Records supplied START

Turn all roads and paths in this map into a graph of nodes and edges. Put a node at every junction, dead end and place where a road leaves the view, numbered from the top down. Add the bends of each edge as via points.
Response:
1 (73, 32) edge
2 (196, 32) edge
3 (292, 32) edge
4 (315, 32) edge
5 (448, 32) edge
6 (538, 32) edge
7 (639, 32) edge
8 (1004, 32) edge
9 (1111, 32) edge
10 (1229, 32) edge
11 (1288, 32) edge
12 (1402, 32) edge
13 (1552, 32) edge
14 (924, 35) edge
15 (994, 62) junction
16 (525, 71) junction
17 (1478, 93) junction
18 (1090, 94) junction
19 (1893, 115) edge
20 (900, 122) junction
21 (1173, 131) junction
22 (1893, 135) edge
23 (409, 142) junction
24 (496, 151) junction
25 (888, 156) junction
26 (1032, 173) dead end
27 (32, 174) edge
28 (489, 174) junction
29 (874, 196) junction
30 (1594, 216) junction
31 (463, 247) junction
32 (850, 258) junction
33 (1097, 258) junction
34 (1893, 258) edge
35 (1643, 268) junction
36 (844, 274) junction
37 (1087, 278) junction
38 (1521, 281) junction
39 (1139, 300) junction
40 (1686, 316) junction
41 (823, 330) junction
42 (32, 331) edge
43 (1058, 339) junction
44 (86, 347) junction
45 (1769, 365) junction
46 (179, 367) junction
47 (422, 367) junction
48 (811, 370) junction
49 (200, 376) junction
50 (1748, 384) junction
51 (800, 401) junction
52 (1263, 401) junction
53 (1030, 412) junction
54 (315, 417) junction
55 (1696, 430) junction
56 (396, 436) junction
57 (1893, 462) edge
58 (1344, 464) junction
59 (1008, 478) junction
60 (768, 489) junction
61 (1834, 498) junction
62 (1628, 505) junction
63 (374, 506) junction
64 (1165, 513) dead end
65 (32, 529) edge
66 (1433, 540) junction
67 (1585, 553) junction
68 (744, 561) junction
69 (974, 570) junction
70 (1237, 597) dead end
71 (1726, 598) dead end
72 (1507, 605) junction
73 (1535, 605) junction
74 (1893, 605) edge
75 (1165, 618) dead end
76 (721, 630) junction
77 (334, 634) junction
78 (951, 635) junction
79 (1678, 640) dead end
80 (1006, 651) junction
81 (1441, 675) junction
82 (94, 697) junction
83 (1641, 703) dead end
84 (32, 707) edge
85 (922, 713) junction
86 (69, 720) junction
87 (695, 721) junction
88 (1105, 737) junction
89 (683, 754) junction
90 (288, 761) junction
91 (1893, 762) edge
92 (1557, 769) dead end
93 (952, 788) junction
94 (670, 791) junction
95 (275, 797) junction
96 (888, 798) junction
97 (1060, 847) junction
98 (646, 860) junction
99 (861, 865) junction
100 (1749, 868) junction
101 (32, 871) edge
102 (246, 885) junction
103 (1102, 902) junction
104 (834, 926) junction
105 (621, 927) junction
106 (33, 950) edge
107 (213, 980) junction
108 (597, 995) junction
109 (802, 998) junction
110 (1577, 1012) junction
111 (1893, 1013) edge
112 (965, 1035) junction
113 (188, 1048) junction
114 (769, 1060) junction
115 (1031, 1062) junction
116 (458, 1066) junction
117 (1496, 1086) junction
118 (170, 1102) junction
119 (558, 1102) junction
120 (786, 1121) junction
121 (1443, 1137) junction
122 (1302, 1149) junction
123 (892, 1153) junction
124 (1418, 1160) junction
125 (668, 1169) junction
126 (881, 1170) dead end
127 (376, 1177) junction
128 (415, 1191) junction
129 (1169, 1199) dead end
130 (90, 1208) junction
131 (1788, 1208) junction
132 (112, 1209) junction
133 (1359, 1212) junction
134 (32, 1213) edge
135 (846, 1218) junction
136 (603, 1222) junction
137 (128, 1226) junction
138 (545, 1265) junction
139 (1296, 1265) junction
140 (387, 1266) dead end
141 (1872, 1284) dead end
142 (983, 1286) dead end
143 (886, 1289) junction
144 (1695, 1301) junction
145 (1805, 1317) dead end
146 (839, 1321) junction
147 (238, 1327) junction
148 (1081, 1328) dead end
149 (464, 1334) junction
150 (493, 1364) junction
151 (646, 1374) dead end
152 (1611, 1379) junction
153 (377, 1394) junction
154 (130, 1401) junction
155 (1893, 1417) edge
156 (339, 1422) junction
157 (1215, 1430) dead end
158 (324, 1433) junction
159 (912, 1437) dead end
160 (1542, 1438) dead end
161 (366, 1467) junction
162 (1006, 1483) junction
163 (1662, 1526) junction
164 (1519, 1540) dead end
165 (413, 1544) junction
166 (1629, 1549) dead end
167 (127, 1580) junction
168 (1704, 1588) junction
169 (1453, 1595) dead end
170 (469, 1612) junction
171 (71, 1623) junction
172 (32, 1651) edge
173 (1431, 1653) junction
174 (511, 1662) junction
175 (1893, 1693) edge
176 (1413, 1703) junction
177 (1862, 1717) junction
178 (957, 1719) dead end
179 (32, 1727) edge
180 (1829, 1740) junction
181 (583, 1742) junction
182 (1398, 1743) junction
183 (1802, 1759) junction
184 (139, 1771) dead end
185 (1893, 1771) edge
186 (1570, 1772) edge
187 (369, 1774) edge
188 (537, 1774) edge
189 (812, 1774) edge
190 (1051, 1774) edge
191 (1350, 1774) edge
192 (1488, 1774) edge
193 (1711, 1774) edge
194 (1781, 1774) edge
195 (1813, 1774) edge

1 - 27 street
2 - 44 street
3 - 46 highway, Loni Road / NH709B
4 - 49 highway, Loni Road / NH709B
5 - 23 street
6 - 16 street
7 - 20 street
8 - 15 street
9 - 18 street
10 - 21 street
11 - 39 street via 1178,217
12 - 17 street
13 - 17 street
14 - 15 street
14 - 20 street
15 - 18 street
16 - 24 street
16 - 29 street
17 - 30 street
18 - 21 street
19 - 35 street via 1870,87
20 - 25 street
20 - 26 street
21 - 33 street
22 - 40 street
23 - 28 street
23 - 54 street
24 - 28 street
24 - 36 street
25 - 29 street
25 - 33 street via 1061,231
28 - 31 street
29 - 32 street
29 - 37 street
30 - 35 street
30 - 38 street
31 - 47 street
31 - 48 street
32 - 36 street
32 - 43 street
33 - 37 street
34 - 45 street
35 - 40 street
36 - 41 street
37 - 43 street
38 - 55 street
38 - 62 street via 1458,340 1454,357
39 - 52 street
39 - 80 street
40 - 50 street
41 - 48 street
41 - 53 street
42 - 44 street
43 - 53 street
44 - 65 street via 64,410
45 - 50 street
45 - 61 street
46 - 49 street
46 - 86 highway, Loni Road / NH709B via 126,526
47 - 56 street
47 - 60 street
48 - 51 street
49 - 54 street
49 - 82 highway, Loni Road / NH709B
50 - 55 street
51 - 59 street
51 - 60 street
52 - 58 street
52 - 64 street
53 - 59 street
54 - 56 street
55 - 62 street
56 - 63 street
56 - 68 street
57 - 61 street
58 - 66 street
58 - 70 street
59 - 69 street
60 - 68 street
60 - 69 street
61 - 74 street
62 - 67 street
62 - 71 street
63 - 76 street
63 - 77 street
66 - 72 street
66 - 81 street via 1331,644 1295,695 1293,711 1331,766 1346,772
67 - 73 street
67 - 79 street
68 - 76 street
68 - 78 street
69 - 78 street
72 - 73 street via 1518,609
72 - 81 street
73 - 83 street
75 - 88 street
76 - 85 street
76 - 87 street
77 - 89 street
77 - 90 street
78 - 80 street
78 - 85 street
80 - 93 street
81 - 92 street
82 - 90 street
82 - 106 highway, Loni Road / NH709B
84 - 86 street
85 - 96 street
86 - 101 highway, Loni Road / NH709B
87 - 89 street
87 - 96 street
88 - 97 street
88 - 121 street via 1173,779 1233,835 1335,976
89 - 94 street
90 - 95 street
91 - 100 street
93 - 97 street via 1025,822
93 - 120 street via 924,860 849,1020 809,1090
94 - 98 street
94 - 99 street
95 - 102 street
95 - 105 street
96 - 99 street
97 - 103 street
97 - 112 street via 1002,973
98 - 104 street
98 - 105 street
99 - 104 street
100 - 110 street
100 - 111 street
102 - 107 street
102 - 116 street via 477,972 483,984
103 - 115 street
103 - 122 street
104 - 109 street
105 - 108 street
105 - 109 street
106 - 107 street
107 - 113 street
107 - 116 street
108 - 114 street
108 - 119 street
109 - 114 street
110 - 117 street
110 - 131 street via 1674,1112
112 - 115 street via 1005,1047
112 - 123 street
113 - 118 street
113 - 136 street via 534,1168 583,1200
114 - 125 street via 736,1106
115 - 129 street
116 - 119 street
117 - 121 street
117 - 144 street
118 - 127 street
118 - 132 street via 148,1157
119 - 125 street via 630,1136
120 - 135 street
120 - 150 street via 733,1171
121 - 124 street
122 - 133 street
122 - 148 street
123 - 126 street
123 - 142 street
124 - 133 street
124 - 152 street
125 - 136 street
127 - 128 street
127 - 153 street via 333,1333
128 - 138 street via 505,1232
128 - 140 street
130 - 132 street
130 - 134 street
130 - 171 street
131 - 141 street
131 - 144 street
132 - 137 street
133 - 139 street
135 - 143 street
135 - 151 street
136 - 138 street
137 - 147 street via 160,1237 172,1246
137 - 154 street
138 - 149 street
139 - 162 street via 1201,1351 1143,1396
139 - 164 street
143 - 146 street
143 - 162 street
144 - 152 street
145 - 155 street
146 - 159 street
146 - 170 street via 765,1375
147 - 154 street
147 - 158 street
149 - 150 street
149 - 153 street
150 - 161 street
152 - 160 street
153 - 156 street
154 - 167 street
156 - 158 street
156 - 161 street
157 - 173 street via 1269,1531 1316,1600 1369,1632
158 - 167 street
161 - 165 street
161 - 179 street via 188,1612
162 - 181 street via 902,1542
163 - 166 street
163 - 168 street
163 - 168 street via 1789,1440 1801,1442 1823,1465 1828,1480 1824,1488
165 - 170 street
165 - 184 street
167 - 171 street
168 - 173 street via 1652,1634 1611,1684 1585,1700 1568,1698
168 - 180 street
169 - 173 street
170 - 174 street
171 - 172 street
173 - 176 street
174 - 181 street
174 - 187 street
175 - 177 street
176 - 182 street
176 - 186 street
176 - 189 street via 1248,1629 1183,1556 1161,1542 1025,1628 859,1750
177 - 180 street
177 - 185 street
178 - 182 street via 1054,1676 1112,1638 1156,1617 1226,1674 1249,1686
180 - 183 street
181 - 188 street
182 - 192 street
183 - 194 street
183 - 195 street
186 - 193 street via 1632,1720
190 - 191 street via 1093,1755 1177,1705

Records supplied END

## Directions
Only a number should be given: the count of lines above that contain the word "highway".

## Answer space
6